Per onor di cronaca, ci limitiamo a riprodurre qui di seguito alcuni dati sintetici del rapporto (che può essere downloadato: vedi in calce all’articolo), tralasciando premesse ormai (veramente!) banali, del tipo “cultura e bellezza in Italia sono tratti identitari radicati nella società e nell’economia”, ovvero “la cultura per l’Italia è anche un formidabile attivatore di economia” o ancora “settore spesso sottovalutato, suo peso intorno ai 300 miliardi di euro” (Realacci dixit).

Il solito approccio (ideologico) per cui la cultura è importante perché rilevante in termini di dimensioni economiche: la deriva mercatista del sistema culturale…

Questo rapporto di Symbola si pone – ancora una volta – sulla scia della tesi dell’importanza economica del sistema culturale, come se questa “dimensione” (realmente crescente?!) sia sufficiente a descrivere il funzionamento stesso delle industrie culturali e creative, e come se la “crescita” fosse in sé un indicatore necessariamente positivo…

Cresce il numero di imprese… ma quante sono fragili? cresce il numero dei lavoratori, ma …quanti sono precari?!

Lo studio soffre insomma di quella “deriva mercatistica” che tante volte abbiamo denunciato, che pure è stata avviata da esponenti del centro-sinistra come Walter Veltroni e Giovanna Melandri quando erano titolari del Collegio Romano: sono loro che hanno aperto la “cultura” al “mercato”, ovvero alle logiche del consumo. I loro successori Dario Franceschini e non meno Gennaro Sangiuliano si sono beati – esemplificativamente – di quanto fosse cresciuto il numero dei visitatori nei musei, senza porsi quesiti sul “senso” di questi incrementi, come se il “quantitativo” dovesse sempre prevalere sul “qualitativo” (come dire?! “il numero” su “il senso”)… Senza porsi quesiti sulla qualità dell’offerta, sull’identikit dei visitatori, sul ruolo stesso dell’istituzione “museo”…

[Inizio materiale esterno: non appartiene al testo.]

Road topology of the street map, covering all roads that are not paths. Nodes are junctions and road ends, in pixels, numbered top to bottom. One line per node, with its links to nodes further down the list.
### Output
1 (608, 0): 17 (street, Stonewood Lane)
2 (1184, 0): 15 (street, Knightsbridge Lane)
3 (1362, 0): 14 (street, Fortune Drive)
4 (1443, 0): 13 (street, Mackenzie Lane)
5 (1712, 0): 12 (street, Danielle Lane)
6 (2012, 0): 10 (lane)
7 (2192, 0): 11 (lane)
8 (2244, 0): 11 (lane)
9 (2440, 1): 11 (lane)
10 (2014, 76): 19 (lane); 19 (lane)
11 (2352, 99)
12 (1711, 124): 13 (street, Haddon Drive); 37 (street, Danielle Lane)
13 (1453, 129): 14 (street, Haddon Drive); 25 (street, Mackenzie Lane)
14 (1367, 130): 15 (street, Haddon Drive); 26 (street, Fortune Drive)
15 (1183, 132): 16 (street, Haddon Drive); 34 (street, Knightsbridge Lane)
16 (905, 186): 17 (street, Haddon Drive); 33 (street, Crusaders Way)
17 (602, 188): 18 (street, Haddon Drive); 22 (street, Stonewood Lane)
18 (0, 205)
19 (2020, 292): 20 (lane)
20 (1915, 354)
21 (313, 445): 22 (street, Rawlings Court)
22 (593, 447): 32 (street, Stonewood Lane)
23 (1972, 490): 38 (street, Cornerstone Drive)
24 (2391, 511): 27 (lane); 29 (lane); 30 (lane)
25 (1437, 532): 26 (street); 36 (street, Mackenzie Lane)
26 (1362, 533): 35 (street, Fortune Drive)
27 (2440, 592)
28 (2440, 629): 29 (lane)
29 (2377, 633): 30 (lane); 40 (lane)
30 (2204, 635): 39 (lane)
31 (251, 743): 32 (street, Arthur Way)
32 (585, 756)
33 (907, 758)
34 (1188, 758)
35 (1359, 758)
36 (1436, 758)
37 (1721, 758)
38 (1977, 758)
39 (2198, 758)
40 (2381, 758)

Come se affermare (dimostrare?!) l’importanza economica del sistema culturale stesse a significare che, per questa ragione, la cultura è “importante”. Tralasciando di fatto tutti gli aspetti altri (o comunque “subordinandoli” all’economico): la stimolazione della coesione sociale e del senso civile, l’integrazione multiculturale, l’alfabetizzazione culturale e mediale, lo studio e la ricerca e la sperimentazione…

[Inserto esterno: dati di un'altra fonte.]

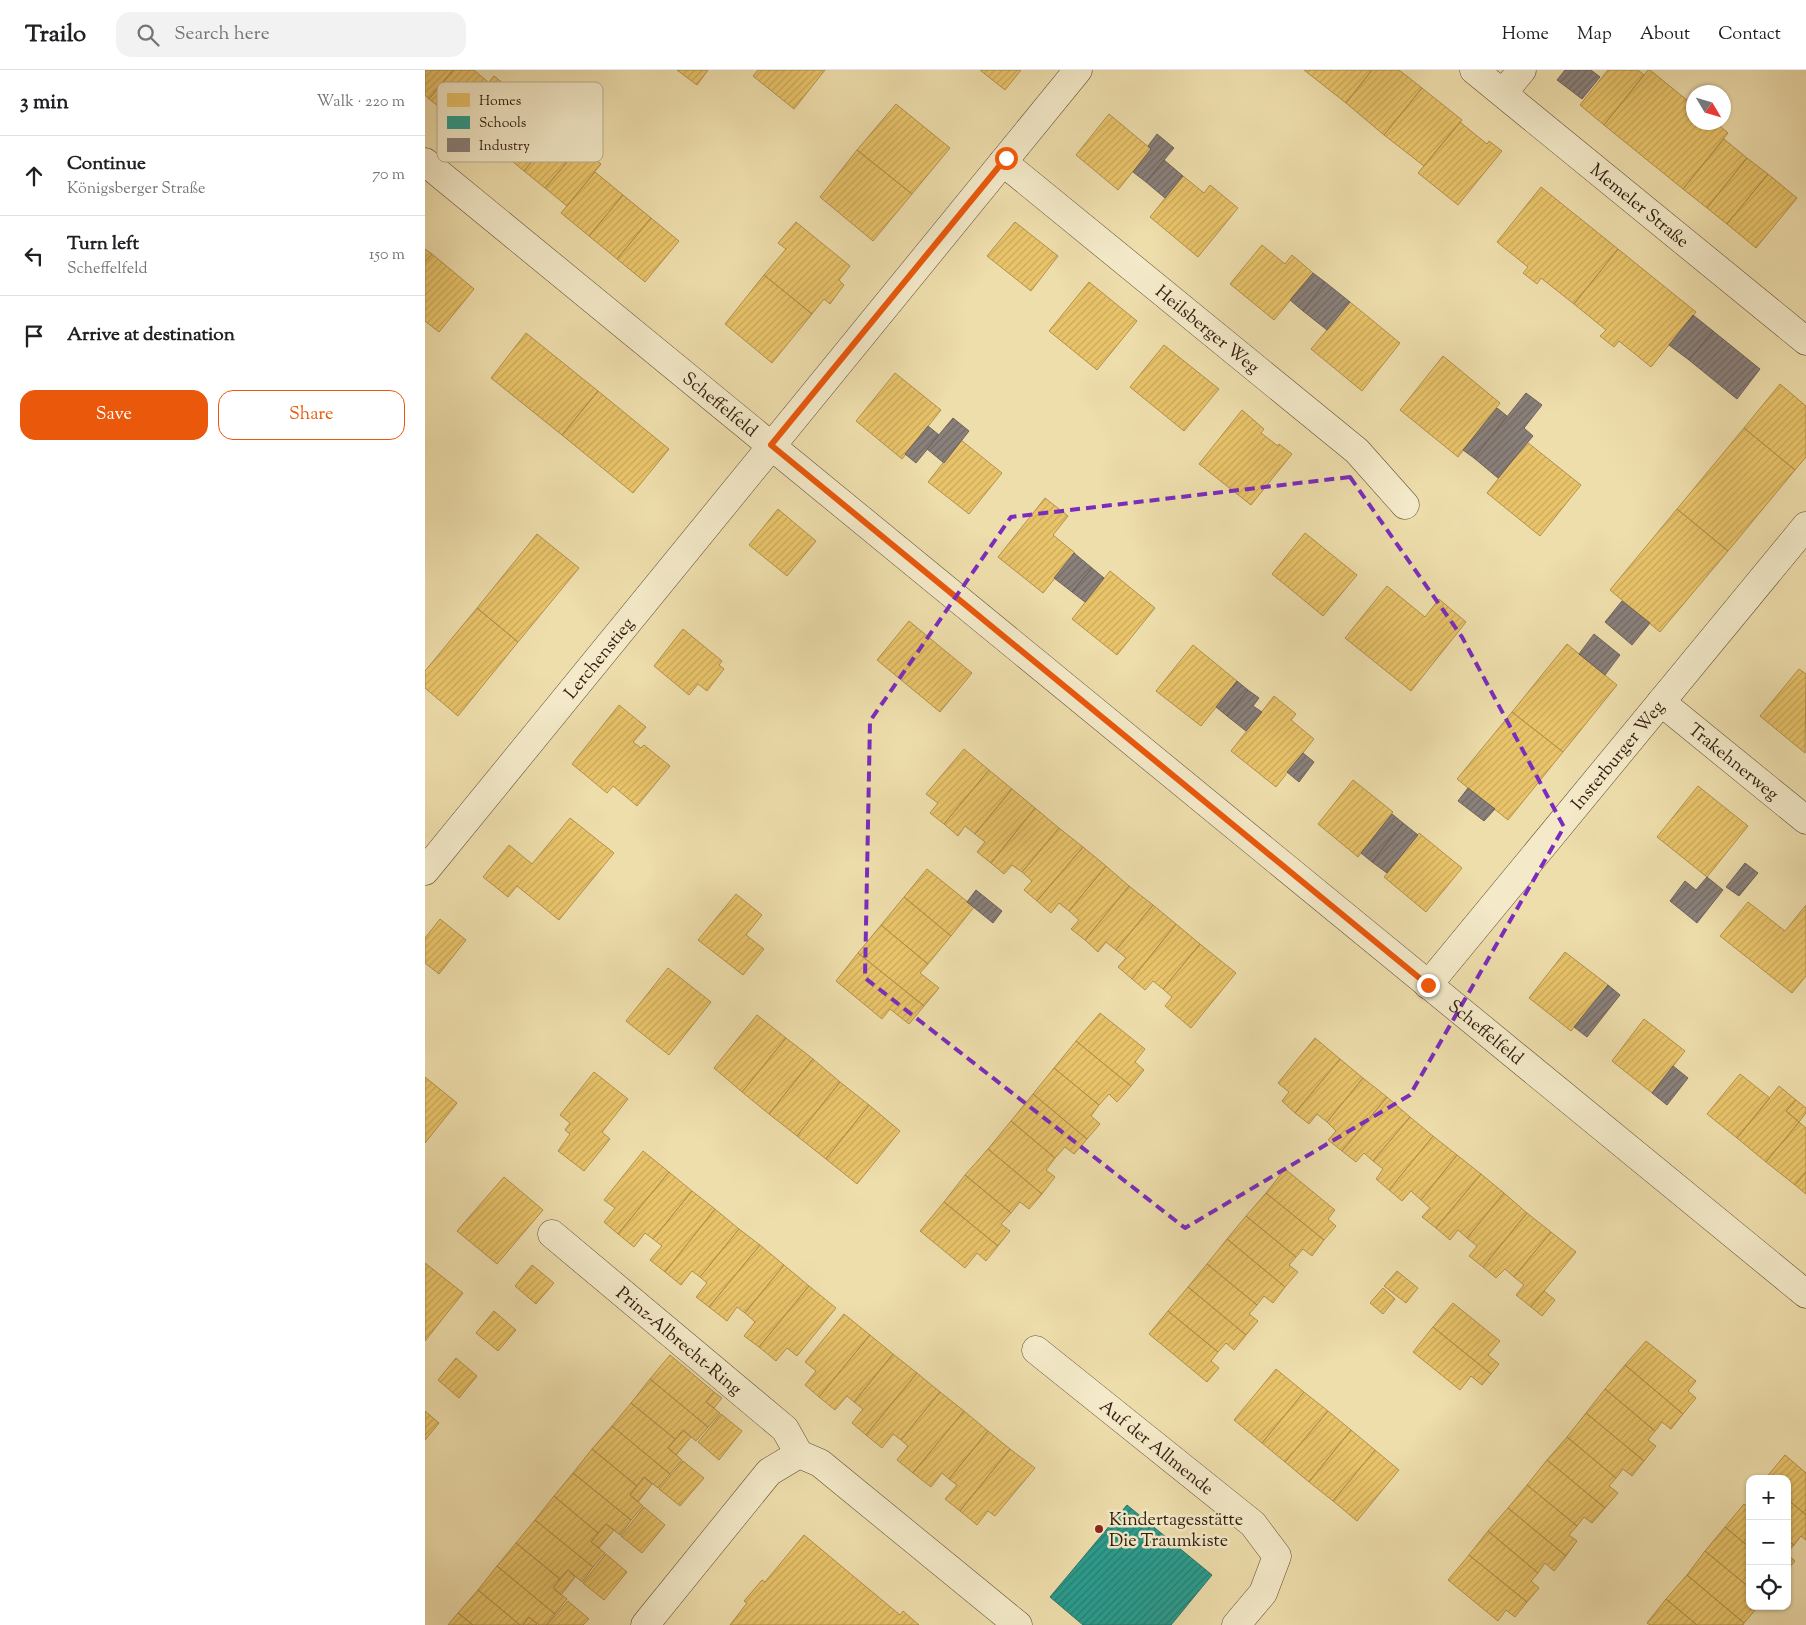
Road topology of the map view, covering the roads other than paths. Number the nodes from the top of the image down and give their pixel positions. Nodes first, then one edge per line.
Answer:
1 (1077, 70) edge
2 (1474, 70) edge
3 (1521, 70) edge
4 (1503, 93) junction
5 (425, 162) edge
6 (1003, 162) junction
7 (1806, 341) edge
8 (771, 445) junction
9 (1405, 505) dead end
10 (1806, 526) edge
11 (1661, 702) junction
12 (1806, 820) edge
13 (425, 871) edge
14 (1428, 985) junction
15 (551, 1234) dead end
16 (1806, 1294) edge
17 (1036, 1350) dead end
18 (799, 1454) junction
19 (645, 1625) edge
20 (1018, 1625) edge
21 (1236, 1625) edge

1 - 6 street, Lerchenstieg
2 - 4 street, Memeler Straße
3 - 4 street
4 - 7 street, Memeler Straße
5 - 8 street, Scheffelfeld
6 - 8 street, Lerchenstieg
6 - 9 street, Heilsberger Weg
8 - 13 street, Lerchenstieg
8 - 14 street, Scheffelfeld
10 - 11 street, Insterburger Weg
11 - 12 street, Trakehnerweg
11 - 14 street, Insterburger Weg
14 - 16 street, Scheffelfeld
15 - 18 street, Prinz-Albrecht-Ring
17 - 21 street, Auf der Allmende
18 - 19 street
18 - 20 street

Non siamo così “apocalittici” (à la Umberto Eco), ma molte delle critiche di Tomaso Montanari (storico dell’arte, ma anche uno dei pochi intellettuali italiani appassionati di “politica culturale”) meritano essere accolte, rispetto a questo approccio ideologico assolutamente neo-liberista, che subordina il sociale (anzi il culturale!) all’economico (ci limitiamo a rimandare ai suoi saggi “Le pietre e il popolo” del 2013 ed ai più  recenti “Arte per tutti” e “Chiese chiuse” del 2021).

In Italia, nel sistema culturale sempre più lo Stato si inchina di fronte al Mercato…

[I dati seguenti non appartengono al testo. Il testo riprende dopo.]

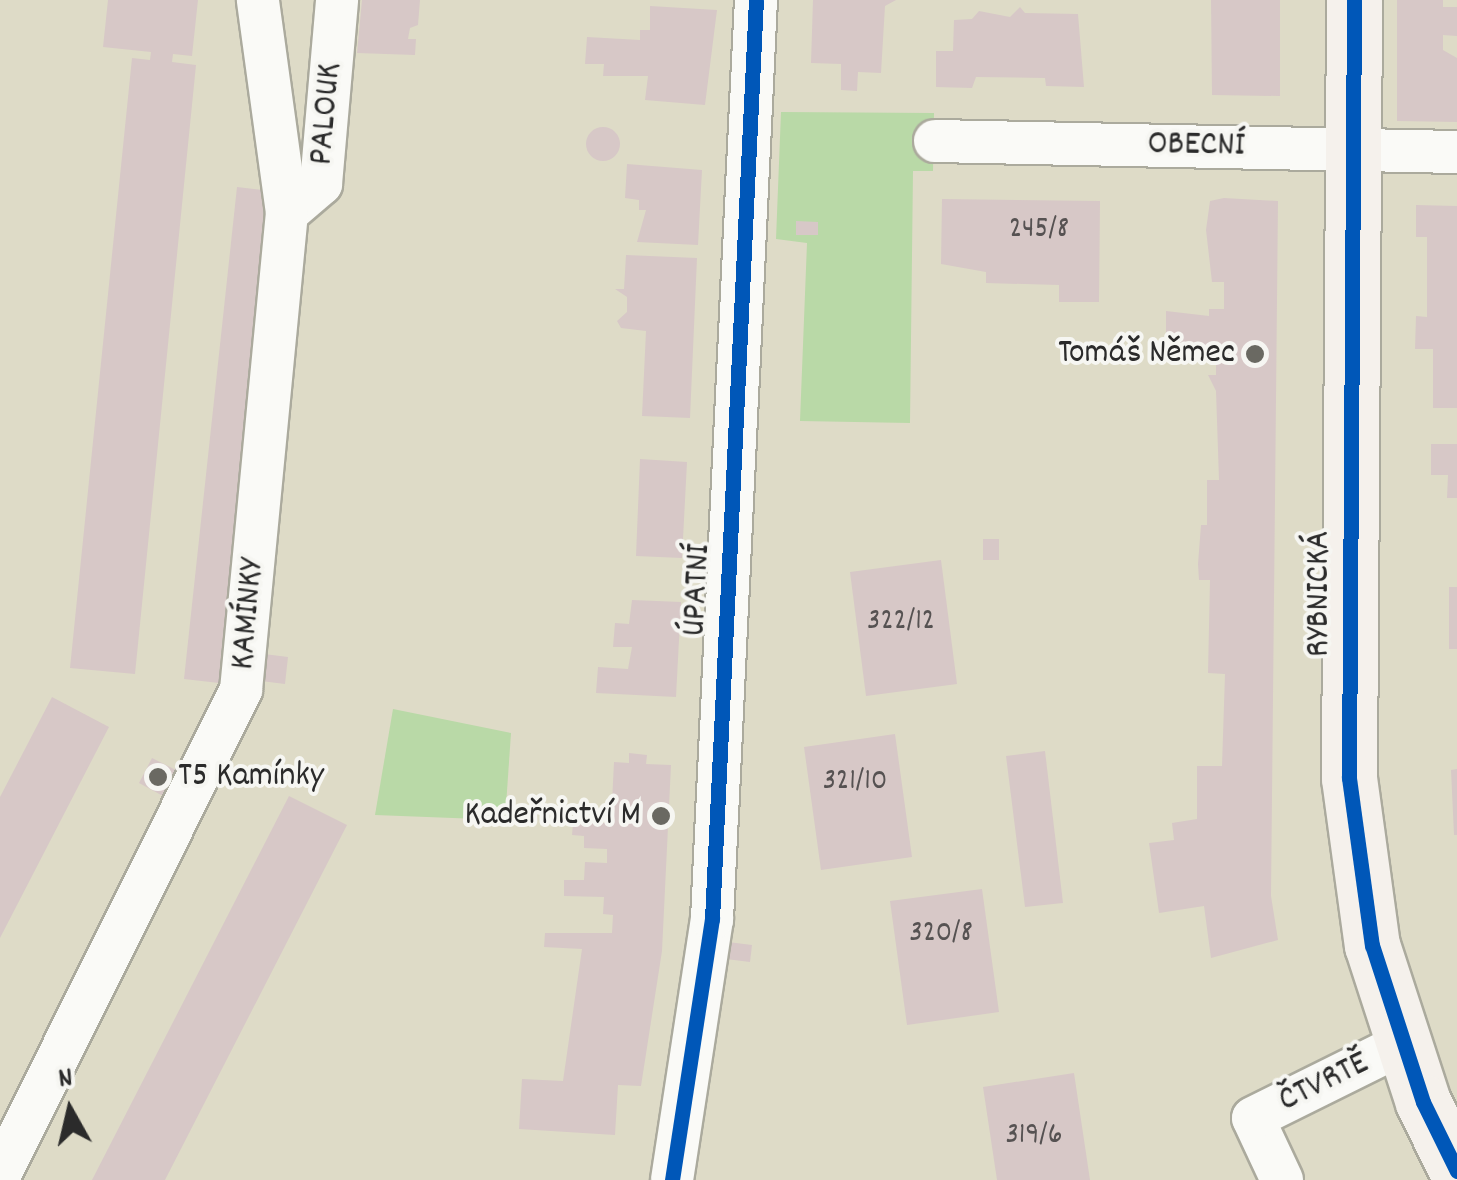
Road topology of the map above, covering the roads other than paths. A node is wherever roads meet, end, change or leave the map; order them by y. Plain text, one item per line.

Numeri e numeri ed ancora numeri (e di dubbia affidabilità metodologica) che riproducono la logica capitalistica del “size does matter”. Questo, almeno, nella sintesi del rapporto, nella presentazione, nei comunicati stampa…

Senza dubbio interessante invece la lettura dei vari e variegati contributi al rapporto, i quali, pur complessivamente privi di un approccio critico (della serie: “va tutto bene…”), forniscono un contributo di conoscenza ed analisi senza dubbio utile, anche se i contributori non sono sempre gli stessi e quindi è difficile cercare una lettura diacronica delle schede di lettura proposte di anno in anno… Questi contributi, seppur difformi tra loro come struttura, sono senza dubbio ricchi di dati e di considerazioni (inclusi preziosi suggerimenti bibliografici), e si rivelano la parte più interessante del rapporto (accantonando – appunto – la storica vocazione squisitamente “numerologica”…). Ci limitiamo a qui citare il contributo di Valentina Montalto (consulente Unesco), che così si apre: “forme di lavoro atipiche, lavori secondari, competenze difficilmente ascrivibili a una singola categoria: il lavoro culturale è sempre più complesso da imbrigliare in definizioni rigide e classificazioni statistiche” (così, pag. 37 del Rapporto). Sacrosante e condivisibili tesi, ma – ahinoi – Symbola pretende contare finanche all’unità (!) la “forza-lavoro” impiegata nel sistema culturale italico, magari giocando sui… codici Ateco.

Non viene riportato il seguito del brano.